The general surface of Jackson County is undulating: the rolling prairies rising and falling in gentle swells; the elevation averaging about thirty feet in a distance of a mile or more. These crestlines of motionless waves are intersecting each other at every conceivable angle, which brings into view the most extensive landscape, and shows the light green of the prairie grasses in pleasing contrast with the dark green foliage of the forest trees of greater or less size, which skirt the many streams of running water that pass through the county. Of upland prairie there is 87 per cent, of bottom land 13 per cent, of timber land 7 per cent. The average width of the creek bottom lands is one mile, of timber belts one-half mile.

Lime and sandstone exist in large quantities. A most excellent whitish magnesian limestone is found in different portions of the county, which though easily worked when first quarried, becomes hard and exceedingly durable when exposed to the air. The Linscott Bank building on the west side of the public square at Holton, and the Campbell University building, furnish excellent specimens of this choice material for public and private structures. To the northeast and south of Holton, on the Elk and Barmer creeks, may be found the best specimens of brick-clay, and large quantities of brick have been made therefrom. Coal has been discovered in some parts of the county, but few mines have as yet been opened; the thickness of the veins not warranting the expense of excavating for it.

In the bottom lands the soil is a rich sandy loam; it is a heavier black soil on the upland prairie, but it is all easily cultivated, and there are scarcely any untillable lands in the county. The depths of soil varies from eighteen inches to four feet.

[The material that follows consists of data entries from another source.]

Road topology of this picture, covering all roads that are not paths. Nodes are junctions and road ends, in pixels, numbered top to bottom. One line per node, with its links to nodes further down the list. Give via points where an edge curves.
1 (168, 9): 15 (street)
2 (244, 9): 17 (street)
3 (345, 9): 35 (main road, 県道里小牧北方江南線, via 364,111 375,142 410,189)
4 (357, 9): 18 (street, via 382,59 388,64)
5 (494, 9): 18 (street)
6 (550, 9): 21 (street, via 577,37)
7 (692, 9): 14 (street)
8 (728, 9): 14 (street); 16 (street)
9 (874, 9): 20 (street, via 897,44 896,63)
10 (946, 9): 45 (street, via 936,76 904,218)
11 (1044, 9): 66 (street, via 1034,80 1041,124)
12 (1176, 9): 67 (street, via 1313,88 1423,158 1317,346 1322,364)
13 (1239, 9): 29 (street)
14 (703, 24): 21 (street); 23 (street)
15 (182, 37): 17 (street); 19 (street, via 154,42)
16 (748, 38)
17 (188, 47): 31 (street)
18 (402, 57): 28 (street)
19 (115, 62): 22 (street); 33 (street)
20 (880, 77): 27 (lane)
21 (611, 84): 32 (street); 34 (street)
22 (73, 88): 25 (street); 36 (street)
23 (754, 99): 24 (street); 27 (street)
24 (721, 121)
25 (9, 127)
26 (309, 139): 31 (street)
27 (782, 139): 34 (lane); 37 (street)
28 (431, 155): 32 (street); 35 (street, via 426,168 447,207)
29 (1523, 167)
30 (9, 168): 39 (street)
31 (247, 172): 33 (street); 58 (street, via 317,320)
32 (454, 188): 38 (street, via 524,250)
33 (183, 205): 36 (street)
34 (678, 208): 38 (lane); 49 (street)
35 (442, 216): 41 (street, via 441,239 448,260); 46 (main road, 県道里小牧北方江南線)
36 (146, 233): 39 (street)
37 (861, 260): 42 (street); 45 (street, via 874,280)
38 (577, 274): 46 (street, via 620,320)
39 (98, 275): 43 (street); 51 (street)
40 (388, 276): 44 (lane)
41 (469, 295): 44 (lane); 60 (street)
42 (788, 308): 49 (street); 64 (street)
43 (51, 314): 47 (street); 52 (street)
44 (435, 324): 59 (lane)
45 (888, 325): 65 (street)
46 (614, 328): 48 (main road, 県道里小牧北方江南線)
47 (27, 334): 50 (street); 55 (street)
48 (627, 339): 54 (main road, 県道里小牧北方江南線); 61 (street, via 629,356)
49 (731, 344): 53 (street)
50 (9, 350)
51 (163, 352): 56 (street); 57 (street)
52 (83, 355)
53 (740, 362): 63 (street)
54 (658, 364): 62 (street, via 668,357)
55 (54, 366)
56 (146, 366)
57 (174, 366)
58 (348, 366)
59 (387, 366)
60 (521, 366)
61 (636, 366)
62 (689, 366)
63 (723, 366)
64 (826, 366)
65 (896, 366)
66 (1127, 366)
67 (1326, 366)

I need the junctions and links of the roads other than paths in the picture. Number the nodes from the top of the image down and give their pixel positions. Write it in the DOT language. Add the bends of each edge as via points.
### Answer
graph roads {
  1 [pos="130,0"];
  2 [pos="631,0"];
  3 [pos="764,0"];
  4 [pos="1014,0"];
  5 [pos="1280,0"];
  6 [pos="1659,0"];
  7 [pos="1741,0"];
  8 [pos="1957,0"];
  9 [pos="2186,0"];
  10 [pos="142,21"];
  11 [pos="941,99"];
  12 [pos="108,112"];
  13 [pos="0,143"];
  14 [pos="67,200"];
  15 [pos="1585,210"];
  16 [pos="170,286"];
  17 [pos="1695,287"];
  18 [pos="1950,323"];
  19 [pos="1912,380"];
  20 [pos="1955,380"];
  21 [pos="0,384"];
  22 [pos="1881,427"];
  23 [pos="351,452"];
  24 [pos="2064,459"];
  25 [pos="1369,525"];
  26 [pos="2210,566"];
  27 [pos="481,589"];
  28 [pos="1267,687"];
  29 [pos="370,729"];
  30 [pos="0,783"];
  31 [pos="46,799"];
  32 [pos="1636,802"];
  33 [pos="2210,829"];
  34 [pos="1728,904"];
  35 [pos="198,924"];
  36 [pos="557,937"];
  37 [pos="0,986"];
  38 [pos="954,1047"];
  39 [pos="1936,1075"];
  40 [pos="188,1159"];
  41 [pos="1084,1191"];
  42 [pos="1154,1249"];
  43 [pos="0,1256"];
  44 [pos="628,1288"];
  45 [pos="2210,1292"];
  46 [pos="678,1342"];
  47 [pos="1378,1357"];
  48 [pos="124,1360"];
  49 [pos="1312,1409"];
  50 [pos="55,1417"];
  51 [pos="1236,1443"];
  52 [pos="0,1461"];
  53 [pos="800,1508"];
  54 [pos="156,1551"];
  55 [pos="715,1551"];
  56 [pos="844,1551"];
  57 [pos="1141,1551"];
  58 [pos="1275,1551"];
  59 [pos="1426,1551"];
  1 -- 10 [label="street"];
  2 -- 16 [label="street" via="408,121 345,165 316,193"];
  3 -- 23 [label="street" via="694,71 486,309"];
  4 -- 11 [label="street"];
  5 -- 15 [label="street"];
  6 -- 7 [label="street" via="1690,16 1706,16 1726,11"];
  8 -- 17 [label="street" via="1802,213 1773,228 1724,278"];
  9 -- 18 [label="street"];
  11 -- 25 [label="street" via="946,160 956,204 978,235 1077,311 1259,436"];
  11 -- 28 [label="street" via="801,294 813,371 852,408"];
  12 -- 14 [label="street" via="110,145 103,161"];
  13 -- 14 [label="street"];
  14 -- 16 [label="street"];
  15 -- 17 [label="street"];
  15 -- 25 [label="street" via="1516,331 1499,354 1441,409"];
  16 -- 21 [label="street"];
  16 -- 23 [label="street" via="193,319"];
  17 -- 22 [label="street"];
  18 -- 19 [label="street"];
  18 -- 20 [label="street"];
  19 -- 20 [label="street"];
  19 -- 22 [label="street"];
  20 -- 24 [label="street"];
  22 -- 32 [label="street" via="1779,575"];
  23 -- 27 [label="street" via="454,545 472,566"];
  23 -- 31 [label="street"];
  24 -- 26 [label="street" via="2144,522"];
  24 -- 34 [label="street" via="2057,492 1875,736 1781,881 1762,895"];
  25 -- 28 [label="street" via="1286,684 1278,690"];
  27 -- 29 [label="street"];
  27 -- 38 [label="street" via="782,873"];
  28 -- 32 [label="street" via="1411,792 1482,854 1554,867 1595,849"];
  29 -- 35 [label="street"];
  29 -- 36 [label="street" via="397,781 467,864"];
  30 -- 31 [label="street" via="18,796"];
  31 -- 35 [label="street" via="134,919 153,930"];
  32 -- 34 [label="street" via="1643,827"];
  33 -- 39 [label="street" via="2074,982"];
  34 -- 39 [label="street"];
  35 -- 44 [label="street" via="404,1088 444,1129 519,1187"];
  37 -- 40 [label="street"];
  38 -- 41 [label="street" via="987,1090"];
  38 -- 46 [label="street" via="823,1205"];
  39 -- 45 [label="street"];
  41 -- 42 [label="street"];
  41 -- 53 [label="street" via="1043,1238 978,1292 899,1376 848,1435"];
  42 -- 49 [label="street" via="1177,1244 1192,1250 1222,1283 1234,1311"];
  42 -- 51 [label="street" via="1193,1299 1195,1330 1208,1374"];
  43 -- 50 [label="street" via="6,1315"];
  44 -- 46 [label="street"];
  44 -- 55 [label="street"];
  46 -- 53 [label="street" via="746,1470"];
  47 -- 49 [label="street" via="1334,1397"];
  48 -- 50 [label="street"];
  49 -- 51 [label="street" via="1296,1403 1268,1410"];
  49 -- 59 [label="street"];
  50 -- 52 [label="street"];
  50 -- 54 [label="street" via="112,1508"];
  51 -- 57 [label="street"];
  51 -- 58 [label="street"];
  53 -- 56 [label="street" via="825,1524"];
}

Stagnant pools, common to extensive bottoms along rivers and near the mouth of large creeks, are unknown in this county, hence the easy and rapid drainage of the soil, and the consequent fertility and the salubrity of the atmosphere.

The supply of timber in Jackson County is hardly surpassed by that of any county in the State, and its area is constantly on the increase caused by the rapid diminution of prairie fires, and the very considerable culture of prairie groves. The streams are so numerous that the distribution of timber over the county is very well equalized; the traveler is hardly ever out of sight of timber. Conspicuous among the native varieties are cottonwood, black walnut, oak of the black, white, red, and burr varieties; hickory, elm, hackberry, linden, sycamore, willow, and box-elder. The cultivated groves are generally soft maple, cottonwood, elm, and black walnut.



                              1870      1880
                              ----      ----
(a) Cedar Township                     1,209
(b) Douglas Township         1,760     1,051
(c) Franklin Township        2,325     2,521
(d) Grant Township                       992
(e) Jefferson Township       1,542       826
(f) Liberty Township                     646
(g) Netawaka Township                    758
(h) Soldier Township                     599
(i) Straight Creek Township              976
(j) Washington Township                  723
(k) Whiting Township                     417
                             -----    ------
TOTAL                        5,627    10,178

(a) Organized in 1873, from part of Douglas;
    in 1875, part detached to form Franklin.
(b) In 1873, parts detached to form Cedar and Washington.
(c) In 1871, part detached to form Netawaka;
    in 1872, parts to form Liberty, Straight Creek and Whiting;
    in 1875, part of Cedar attached.
(d) Organized in 1870, from part of Jefferson.
(e) In 1870, part detached to form Grant;
    in 1872, part to form Soldier.
(f) Organized in 1872, from part of Franklin.
(g) Organized in 1871, from part of Franklin.
(h) Organized in 1870, from part of Jefferson.
(i) Organized in 1872, from part of Franklin.
(j) Organized in 1873, from part of Douglas.
(k) Organized in 1872, from part of Franklin.